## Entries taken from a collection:

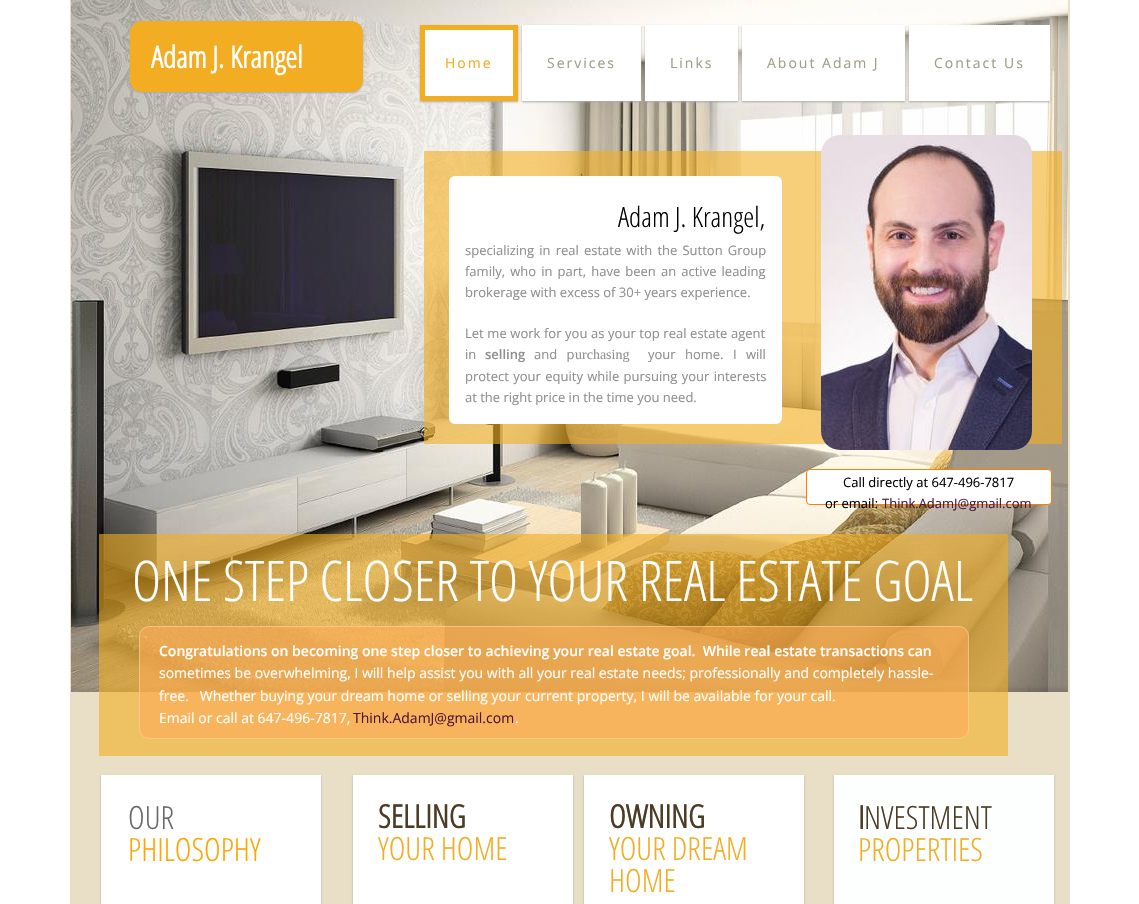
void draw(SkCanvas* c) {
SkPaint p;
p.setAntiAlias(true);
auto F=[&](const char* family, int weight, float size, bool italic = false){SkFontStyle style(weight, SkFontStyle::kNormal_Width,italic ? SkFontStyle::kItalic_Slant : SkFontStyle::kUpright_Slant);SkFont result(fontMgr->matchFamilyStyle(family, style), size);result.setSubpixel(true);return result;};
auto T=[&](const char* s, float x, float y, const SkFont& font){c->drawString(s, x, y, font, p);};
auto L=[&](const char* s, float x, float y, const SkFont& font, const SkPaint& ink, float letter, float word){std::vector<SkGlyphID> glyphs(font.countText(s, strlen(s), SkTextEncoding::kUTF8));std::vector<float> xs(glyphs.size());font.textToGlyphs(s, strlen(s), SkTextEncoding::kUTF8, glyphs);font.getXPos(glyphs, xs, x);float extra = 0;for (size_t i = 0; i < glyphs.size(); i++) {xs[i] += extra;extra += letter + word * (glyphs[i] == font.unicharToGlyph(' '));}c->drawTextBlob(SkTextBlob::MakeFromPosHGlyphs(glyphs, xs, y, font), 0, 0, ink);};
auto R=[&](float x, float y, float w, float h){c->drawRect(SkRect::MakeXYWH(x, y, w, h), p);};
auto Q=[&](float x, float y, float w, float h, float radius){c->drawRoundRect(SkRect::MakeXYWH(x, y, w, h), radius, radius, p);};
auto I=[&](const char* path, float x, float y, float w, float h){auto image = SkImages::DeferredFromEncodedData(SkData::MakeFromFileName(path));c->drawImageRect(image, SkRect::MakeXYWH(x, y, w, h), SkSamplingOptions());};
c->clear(0xffffffff);
p.setColor(0xffe8dfc6);
R(70,0,1000,904);
I("1.png",71,0,997,692);
p.setColor(0xffaaaaaa);
p.setMaskFilter(SkMaskFilter::MakeBlur(kNormal_SkBlurStyle, 1));
c->drawRoundRect(SkRect::MakeXYWH(130,22,233,71),12,12,p);
p.setMaskFilter(nullptr);
p.setColor(0xfff2ad22);
Q(130,21,233,71,12);
auto f1 = F("Open Sans Condensed",700,30);
p.setColor(0xffffffff);
T("Adam J. Krangel",151,68,f1);
p.setColor(0xffaaaaaa);
p.setMaskFilter(SkMaskFilter::MakeBlur(kNormal_SkBlurStyle, 1));
c->drawRect(SkRect::MakeXYWH(420,26,98,76),p);
p.setMaskFilter(nullptr);
p.setColor(0xffffffff);
c->drawRect(SkRect::MakeXYWH(422.5,27.5,93,71),p);
p.setStroke(true);
p.setStrokeWidth(5);
p.setColor(0xfff2ad22);
c->drawRect(SkRect::MakeXYWH(422.5,27.5,93,71),p);
auto f2 = F("Open Sans",400,14);
p.setStroke(false);
L("Home",445,68,f2,p,2,0);
p.setColor(0xffaaaaaa);
p.setMaskFilter(SkMaskFilter::MakeBlur(kNormal_SkBlurStyle, 1));
c->drawRect(SkRect::MakeXYWH(522,26,119,76),p);
p.setMaskFilter(nullptr);
p.setColor(0xffffffff);
R(522,25,119,76);
p.setColor(0xffa19d84);
L("Services",547,68,f2,p,2,0);
p.setColor(0xffaaaaaa);
p.setMaskFilter(SkMaskFilter::MakeBlur(kNormal_SkBlurStyle, 1));
c->drawRect(SkRect::MakeXYWH(645,26,93,76),p);
p.setMaskFilter(nullptr);
p.setColor(0xffffffff);
R(645,25,93,76);
p.setColor(0xffa19d84);
L("Links",670,68,f2,p,2,0);
p.setColor(0xffaaaaaa);
p.setMaskFilter(SkMaskFilter::MakeBlur(kNormal_SkBlurStyle, 1));
c->drawRect(SkRect::MakeXYWH(742,26,163,76),p);
p.setMaskFilter(nullptr);
p.setColor(0xffffffff);
R(742,25,163,76);
p.setColor(0xffa19d84);
L("About Adam J",767,68,f2,p,2,0);
p.setColor(0xffaaaaaa);
p.setMaskFilter(SkMaskFilter::MakeBlur(kNormal_SkBlurStyle, 1));
c->drawRect(SkRect::MakeXYWH(909,26,141,76),p);
p.setMaskFilter(nullptr);
p.setColor(0xffffffff);
R(909,25,141,76);
p.setColor(0xffa19d84);
L("Contact Us",934,68,f2,p,2,0);
p.setColor(0x99f2ad22);
R(424,151,638,293);
I("2.png",821,135,211,315);
p.setColor(0xffffffff);
Q(449,176,333,248,6);
auto f3 = F("Open Sans Condensed",300,28);
p.setColor(0xff000000);
T("Adam J. Krangel,",618,227,f3);
auto f4 = F("Open Sans",400,13);
p.setColor(0xff8f8f8f);
L("specializing in real estate with the Sutton Group",465,255,f4,p,0,1.75);
L("family, who in part, have been an active leading",465,276,f4,p,0,1.75);
T("brokerage with excess of 30+ years experience.",465,297,f4);
L("Let me work for you as your top real estate agent",465,338,f4,p,0,.25);
T("in",465,359,f4);
auto f5 = F("Open Sans",600,13);
T("selling",485,359,f5);
L("and p",534,359,f4,p,0,6);
auto f6 = F("Liberation Serif",400,14);
T("urchasing",575,359,f6);
L("your home. I will",648,359,f4,p,0,6);
L("protect your equity while pursuing your interests",465,381,f4,p,0,1);
T("at the right price in the time you need.",465,402,f4);
p.setColor(0xffffffff);
c->drawRoundRect(SkRect::MakeXYWH(806.5,469.5,245,35),3.5,3.5,p);
p.setStroke(true);
p.setStrokeWidth(1);
p.setColor(0xffff7f00);
c->drawRoundRect(SkRect::MakeXYWH(806.5,469.5,245,35),3.5,3.5,p);
p.setStroke(false);
p.setColor(0xff000000);
T("Call directly at 647-496-7817",843,487,f4);
T("or email:",825,508,f4);
p.setColor(0xff4d1636);
T("Think.AdamJ@gmail.com",882,508,f4);
p.setColor(0x99f2ad22);
R(99,534,909,222);
auto f7 = F("Open Sans Condensed",300,56);
p.setColor(0xffffffff);
T("ONE STEP CLOSER TO YOUR REAL ESTATE GOAL",132,601,f7);
p.setColor(0x91ffaa56);
Q(139,626,830,113,10);
p.setStroke(true);
p.setColor(0x91ffd4aa);
c->drawRoundRect(SkRect::MakeXYWH(139.5,626.5,829,112),9.5,9.5,p);
auto f8 = F("Open Sans",600,14);
p.setStroke(false);
p.setColor(0xffffffff);
T("Congratulations on becoming one step closer to achieving your real estate goal.  While real estate transactions can",159,656,f8);
T("sometimes be overwhelming, I will help assist you with all your real estate needs; professionally and completely hassle-",159,678,f2);
T("free.   Whether buying your dream home or selling your current property, I will be available for your call.",159,701,f2);
T("Email or call at 647-496-7817,",159,723,f2);
p.setColor(0xff4d1636);
T("Think.AdamJ@gmail.com",353,723,f2);
p.setColor(0xffffffff);
T(".",515,723,f2);
p.setColor(0xffaaaaaa);
p.setMaskFilter(SkMaskFilter::MakeBlur(kNormal_SkBlurStyle, 1));
c->drawRect(SkRect::MakeXYWH(101,776,220,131),p);
p.setMaskFilter(nullptr);
p.setColor(0xffffffff);
R(101,775,220,129);
p.setColor(0xffaaaaaa);
p.setMaskFilter(SkMaskFilter::MakeBlur(kNormal_SkBlurStyle, 1));
c->drawRect(SkRect::MakeXYWH(353,776,220,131),p);
p.setMaskFilter(nullptr);
p.setColor(0xffffffff);
R(353,775,220,129);
p.setColor(0xffaaaaaa);
p.setMaskFilter(SkMaskFilter::MakeBlur(kNormal_SkBlurStyle, 1));
c->drawRect(SkRect::MakeXYWH(584,776,220,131),p);
p.setMaskFilter(nullptr);
p.setColor(0xffffffff);
R(584,775,220,129);
p.setColor(0xffaaaaaa);
p.setMaskFilter(SkMaskFilter::MakeBlur(kNormal_SkBlurStyle, 1));
c->drawRect(SkRect::MakeXYWH(834,776,220,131),p);
p.setMaskFilter(nullptr);
p.setColor(0xfffcfffd);
R(834,775,220,129);
auto f9 = F("Open Sans Condensed",300,32);
p.setColor(0xff696969);
T("OUR",128,829,f9);
p.setColor(0xffffa500);
T("PHILOSOPHY",128,861,f9);
auto f10 = F("Open Sans Condensed",700,32);
p.setColor(0xff4b3c25);
T("SELLING",378,828,f10);
p.setColor(0xfff2ad22);
T("YOUR HOME",378,860,f9);
p.setColor(0xff4b3c25);
T("OWNING",609,828,f10);
p.setColor(0xfff2ad22);
T("YOUR DREAM",609,860,f9);
T("HOME",609,892,f9);
p.setColor(0xff4b3c25);
T("I",858,829,f10);
T("NVESTMENT",864,829,f9);
p.setColor(0xfff2ad22);
T("PROPERTIES",858,861,f9);
}
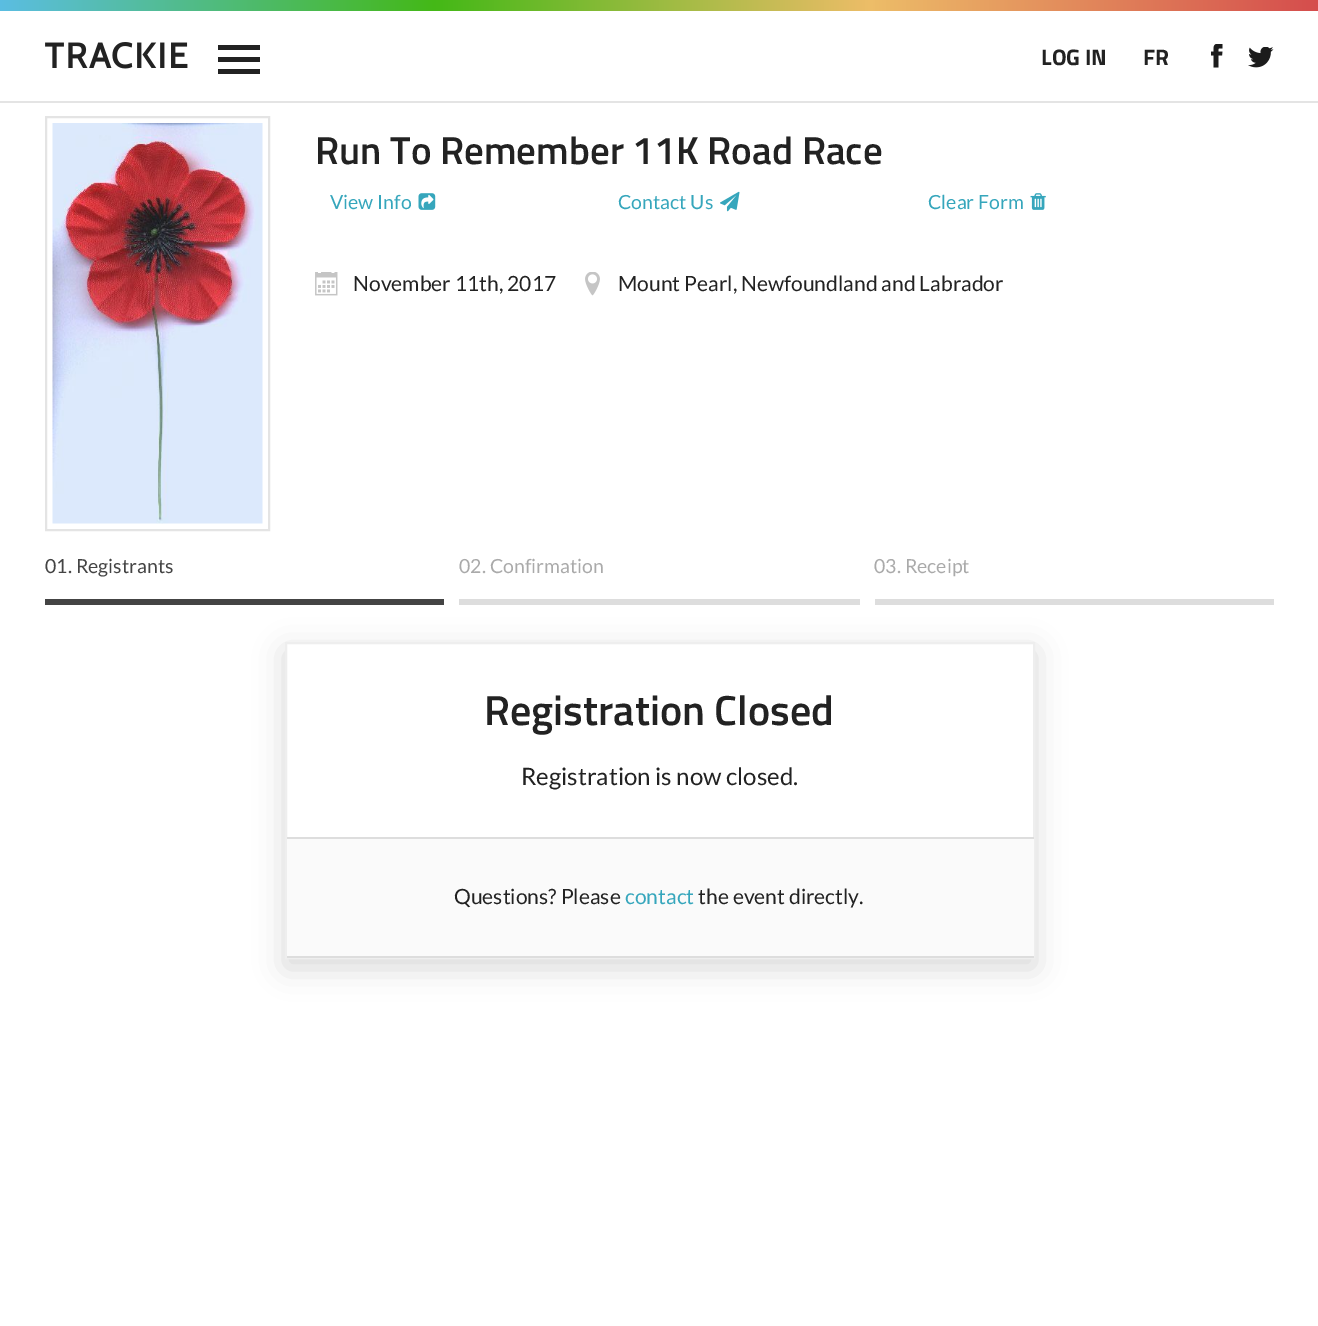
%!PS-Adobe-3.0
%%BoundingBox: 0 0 1318 1326
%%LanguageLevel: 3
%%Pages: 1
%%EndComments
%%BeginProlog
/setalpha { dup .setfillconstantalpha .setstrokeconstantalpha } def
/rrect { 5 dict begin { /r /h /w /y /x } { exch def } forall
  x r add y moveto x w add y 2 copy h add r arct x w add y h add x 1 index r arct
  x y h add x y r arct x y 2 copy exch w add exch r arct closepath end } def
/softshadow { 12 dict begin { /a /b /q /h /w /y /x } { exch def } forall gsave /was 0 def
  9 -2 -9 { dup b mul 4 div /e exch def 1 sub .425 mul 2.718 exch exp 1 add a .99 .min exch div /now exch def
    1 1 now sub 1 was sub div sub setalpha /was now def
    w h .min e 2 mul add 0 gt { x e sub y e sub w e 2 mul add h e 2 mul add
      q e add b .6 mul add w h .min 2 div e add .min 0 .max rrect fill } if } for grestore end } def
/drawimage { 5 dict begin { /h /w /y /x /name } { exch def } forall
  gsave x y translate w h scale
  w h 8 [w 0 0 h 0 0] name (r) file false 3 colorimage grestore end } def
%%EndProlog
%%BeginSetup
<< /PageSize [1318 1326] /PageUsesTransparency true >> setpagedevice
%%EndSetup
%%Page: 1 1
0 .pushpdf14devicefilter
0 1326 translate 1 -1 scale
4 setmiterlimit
1 setgray
0 0 1318 1326 rectfill
0.894 setgray
0 101 1318 2 rectfill
gsave newpath 0 0 moveto 1318 0 lineto 1318 11 lineto 0 11 lineto closepath clip newpath
<< /ShadingType 2 /ColorSpace /DeviceRGB /Coords [0 5.3 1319 5.2] /Extend [true true] /Function << /FunctionType 3 /Domain [0 1] /Functions [<< /FunctionType 2 /Domain [0 1] /C0 [0.357 0.745 0.886] /C1 [0.267 0.722 0.09] /N 1 >> << /FunctionType 2 /Domain [0 1] /C0 [0.267 0.722 0.09] /C1 [0.929 0.741 0.408] /N 1 >> << /FunctionType 2 /Domain [0 1] /C0 [0.929 0.741 0.408] /C1 [0.835 0.302 0.302] /N 1 >>] /Bounds [0.33 0.66] /Encode [0 1 0 1 0 1] >> >> shfill grestore
(images/1.raw) 45 42 143 27 drawimage
0.133 setgray
218 45 42 5 rectfill
218 57 42 5 rectfill
218 69 42 5 rectfill
(images/2.raw) 1211 44 12 24 drawimage
(images/3.raw) 1248 47 26 21 drawimage
0.894 setgray
2 setlinewidth
46 117 223 413 rectstroke
(images/4.raw) 52 123 211 401 drawimage
(images/5.raw) 418 193 18 17 drawimage
(images/6.raw) 720 191 20 21 drawimage
(images/7.raw) 1030 193 16 17 drawimage
(images/8.raw) 315 272 23 24 drawimage
(images/9.raw) 585 272 15 24 drawimage
0.267 setgray
45 599 399 6 rectfill
0.867 setgray
459 599 401 6 rectfill
875 599 399 6 rectfill
0 setgray
285 651 750 317 0 15 0.15 softshadow
1 setgray
287 644 746 193 rectfill
0.933 setgray
286 643 748 315 rectstroke
0.98 setgray
287 839 747 117 rectfill
0.867 setgray
287 837 747 2 rectfill
287 956 747 2 rectfill
/TitilliumWeb-Bold [22.5 0 0 -22.5 0 0] selectfont
0.133 setgray
1041 65 moveto (LOG IN) show
1143 65 moveto (FR) show
/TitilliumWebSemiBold-SemiBold [39 0 0 -39 0 0] selectfont
315 164 moveto (Run To Remember 11K Road Race) show
/Lato-Regular [19.5 0 0 -19.5 0 0] selectfont
0.212 0.651 0.737 setrgbcolor
330 209 moveto (View Info) show
618 209 moveto (Contact Us) show
928 209 moveto (Clear Form) show
/Lato-Regular [21 0 0 -21 0 0] selectfont
0.133 setgray
353 291 moveto (November 11th, 2017) show
618 291 moveto (Mount Pearl, Newfoundland and Labrador) show
/Lato-Regular [19.5 0 0 -19.5 0 0] selectfont
0.267 setgray
45 573 moveto (01. Registrants) show
0.667 setgray
459 573 moveto (02. Confirmation) show
874 573 moveto (03. Receipt) show
/TitilliumWebSemiBold-SemiBold [42 0 0 -42 0 0] selectfont
0.133 setgray
484 725 moveto (Registration Closed) show
/Lato-Regular [24 0 0 -24 0 0] selectfont
521 785 moveto (Registration is now closed.) show
/Lato-Regular [21 0 0 -21 0 0] selectfont
454 904 moveto (Questions? Please) show
0.212 0.651 0.737 setrgbcolor
625 904 moveto (contact) show
0.133 setgray
698 904 moveto (the event directly.) show
.poppdf14devicefilter showpage
%%EOF
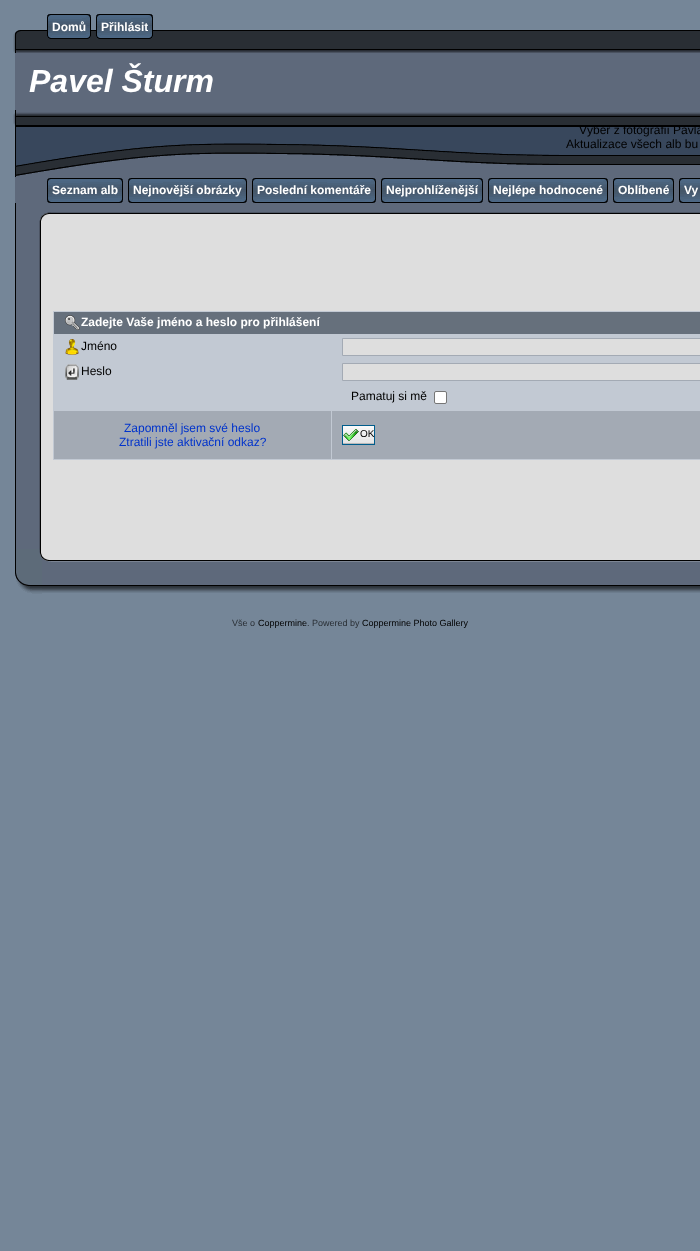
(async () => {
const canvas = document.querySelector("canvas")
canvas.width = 700
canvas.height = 1251
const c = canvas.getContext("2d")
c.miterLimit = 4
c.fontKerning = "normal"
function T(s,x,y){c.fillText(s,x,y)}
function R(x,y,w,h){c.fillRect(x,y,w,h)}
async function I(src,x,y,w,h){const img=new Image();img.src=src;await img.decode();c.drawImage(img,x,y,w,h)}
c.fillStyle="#758698"
R(0,0,700,1251)
await I("1.png",42,30,658,23)
await I("2.png",47,14,5,25)
await I("3.png",52,14,34,25)
c.font="bold 12px Liberation Sans"
c.fillStyle="#fff"
T("Domů",52,31)
await I("4.png",86,14,5,25)
await I("2.png",96,14,5,25)
await I("5.png",101,14,47,25)
T("Přihlásit",101,31)
await I("4.png",148,14,5,25)
await I("6.png",13,30,29,23)
c.fillStyle="#5e697b"
R(15,53,685,57)
c.font="italic bold 32px Liberation Sans"
c.fillStyle="#fff"
T("Pavel Šturm",29,92)
await I("7.png",13,110,547,67)
await I("8.png",560,110,140,67)
c.font="12px Liberation Sans"
c.fillStyle="#000"
T("Výběr z fotografií Pavla",579,134)
T("Aktualizace všech alb bu",566,148)
c.fillStyle="#5e697b"
R(15,177,685,26)
await I("9.png",47,178,5,25)
await I("10.png",52,178,66,25)
c.font="bold 12px Liberation Sans"
c.fillStyle="#fff"
T("Seznam alb",52,194)
await I("11.png",118,178,5,25)
await I("9.png",128,178,5,25)
await I("12.png",133,178,109,25)
T("Nejnovější obrázky",133,194)
await I("11.png",242,178,5,25)
await I("9.png",252,178,5,25)
await I("13.png",257,178,114,25)
T("Poslední komentáře",257,194)
await I("11.png",371,178,5,25)
await I("9.png",381,178,5,25)
await I("14.png",386,178,92,25)
T("Nejprohlíženější",386,194)
await I("11.png",478,178,5,25)
await I("9.png",488,178,5,25)
await I("15.png",493,178,110,25)
T("Nejlépe hodnocené",493,194)
await I("11.png",603,178,5,25)
await I("9.png",613,178,5,25)
await I("16.png",618,178,51,25)
T("Oblíbené",618,194)
await I("11.png",669,178,5,25)
await I("9.png",679,178,5,25)
await I("17.png",684,178,16,25)
T("Vy",684,194)
await I("18.png",15,203,27,18)
await I("19.png",42,203,14,18)
await I("20.png",56,203,644,18)
await I("21.png",15,221,27,328)
c.fillStyle="#dedede"
R(42,221,658,328)
c.fillStyle="#c2c9d3"
R(53,311,647,149)
c.fillStyle="#66707c"
R(54,312,646,22)
await I("22.png",65,315,15,16)
c.fillStyle="#fff"
T("Zadejte Vaše jméno a heslo pro přihlášení",81,326)
await I("23.png",65,339,14,16)
c.font="12px Liberation Sans"
c.fillStyle="#000"
T("Jméno",81,350)
c.fillStyle="#dedede"
c.beginPath()
c.rect(342.5,338.5,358,17)
c.fill()
c.strokeStyle="#a3aab4"
c.stroke()
await I("24.png",65,364,14,16)
c.fillStyle="#000"
T("Heslo",81,375)
c.fillStyle="#dedede"
c.beginPath()
c.rect(342.5,363.5,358,17)
c.fill()
c.stroke()
c.fillStyle="#000"
T("Pamatuj si mě",351,400)
c.fillStyle="#fff"
c.beginPath()
c.roundRect(434.5,391.5,12,12,1.5)
c.fill()
c.strokeStyle="#767676"
c.stroke()
c.fillStyle="#a3aab4"
R(54,411,277,48)
c.fillStyle="#03c"
T("Zapomněl jsem své heslo",124,432)
T("Ztratili jste aktivační odkaz?",119,446)
c.fillStyle="#a3aab4"
R(332,411,368,48)
await I("25.png",343,426,31,18)
c.strokeStyle="#005d8c"
c.strokeRect(342.5,425.5,32,19)
await I("26.png",343,429,16,12)
c.font="10px Liberation Sans"
c.fillStyle="#000"
T("OK",360,437)
await I("27.png",15,549,27,45)
await I("28.png",42,549,208,44)
await I("29.png",250,549,301,44)
await I("30.png",551,549,149,44)
c.font="9px Liberation Sans"
c.fillStyle="#292e34"
T("Vše o",232,626)
c.fillStyle="#000"
T("Coppermine",258,626)
c.fillStyle="#292e34"
T(". Powered by",307,626)
c.fillStyle="#000"
T("Coppermine Photo Gallery",362,626)
})()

## TASK BRIEF:
Please give again the lines above between the line holding "w h 8 [w 0 0" and the line holding "0 1326 translate 1 -1 scale", inclusive, exactly as they are and with nothing added.

## OUTPUT BELOW:
  w h 8 [w 0 0 h 0 0] name (r) file false 3 colorimage grestore end } def
%%EndProlog
%%BeginSetup
<< /PageSize [1318 1326] /PageUsesTransparency true >> setpagedevice
%%EndSetup
%%Page: 1 1
0 .pushpdf14devicefilter
0 1326 translate 1 -1 scale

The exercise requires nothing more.